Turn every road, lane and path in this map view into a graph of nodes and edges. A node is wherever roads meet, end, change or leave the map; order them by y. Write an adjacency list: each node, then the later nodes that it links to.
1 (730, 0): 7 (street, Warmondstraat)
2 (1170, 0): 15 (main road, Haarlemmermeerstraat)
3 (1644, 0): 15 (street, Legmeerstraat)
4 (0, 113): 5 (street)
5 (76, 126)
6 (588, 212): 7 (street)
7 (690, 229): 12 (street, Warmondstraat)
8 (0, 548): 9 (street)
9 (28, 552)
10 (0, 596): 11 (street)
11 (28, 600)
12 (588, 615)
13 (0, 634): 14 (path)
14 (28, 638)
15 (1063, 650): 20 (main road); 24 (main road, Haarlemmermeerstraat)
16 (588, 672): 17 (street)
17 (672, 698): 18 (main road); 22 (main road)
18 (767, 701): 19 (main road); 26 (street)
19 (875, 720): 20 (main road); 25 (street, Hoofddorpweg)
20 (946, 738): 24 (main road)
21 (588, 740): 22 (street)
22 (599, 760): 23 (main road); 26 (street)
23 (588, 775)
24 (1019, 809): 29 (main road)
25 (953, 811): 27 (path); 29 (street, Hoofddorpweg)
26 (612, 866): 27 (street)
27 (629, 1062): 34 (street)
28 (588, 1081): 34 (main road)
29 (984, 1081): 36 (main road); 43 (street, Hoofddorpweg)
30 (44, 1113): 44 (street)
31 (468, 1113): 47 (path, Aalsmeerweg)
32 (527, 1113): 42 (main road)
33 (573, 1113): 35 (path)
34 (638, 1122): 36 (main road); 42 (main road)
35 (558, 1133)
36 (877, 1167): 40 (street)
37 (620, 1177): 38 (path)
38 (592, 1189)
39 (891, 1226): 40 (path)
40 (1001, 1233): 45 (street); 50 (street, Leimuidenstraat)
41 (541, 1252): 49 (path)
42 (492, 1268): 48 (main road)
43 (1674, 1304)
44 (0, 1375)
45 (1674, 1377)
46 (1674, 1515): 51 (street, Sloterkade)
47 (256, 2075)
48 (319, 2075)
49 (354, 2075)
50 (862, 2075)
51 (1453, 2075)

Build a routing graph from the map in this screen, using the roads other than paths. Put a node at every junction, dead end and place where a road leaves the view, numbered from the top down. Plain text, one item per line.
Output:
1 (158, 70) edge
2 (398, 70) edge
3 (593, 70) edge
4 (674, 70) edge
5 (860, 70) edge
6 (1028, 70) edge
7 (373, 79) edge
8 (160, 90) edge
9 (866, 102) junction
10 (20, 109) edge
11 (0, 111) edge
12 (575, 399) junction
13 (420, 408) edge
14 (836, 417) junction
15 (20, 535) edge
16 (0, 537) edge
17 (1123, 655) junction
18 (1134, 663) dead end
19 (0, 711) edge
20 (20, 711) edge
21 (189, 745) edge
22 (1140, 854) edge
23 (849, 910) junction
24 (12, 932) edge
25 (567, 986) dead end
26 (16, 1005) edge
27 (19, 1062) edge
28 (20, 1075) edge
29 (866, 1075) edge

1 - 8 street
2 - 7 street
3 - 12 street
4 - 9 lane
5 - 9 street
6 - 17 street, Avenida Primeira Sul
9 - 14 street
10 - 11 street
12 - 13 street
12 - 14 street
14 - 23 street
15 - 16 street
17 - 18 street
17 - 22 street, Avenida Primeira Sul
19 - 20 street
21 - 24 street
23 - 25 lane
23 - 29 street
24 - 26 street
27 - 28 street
○ ○ ○ ○ ○ ○ ○
What needs to be done :: Count the lines above that contain the word "node". Give only the number.

Exercise output :: 2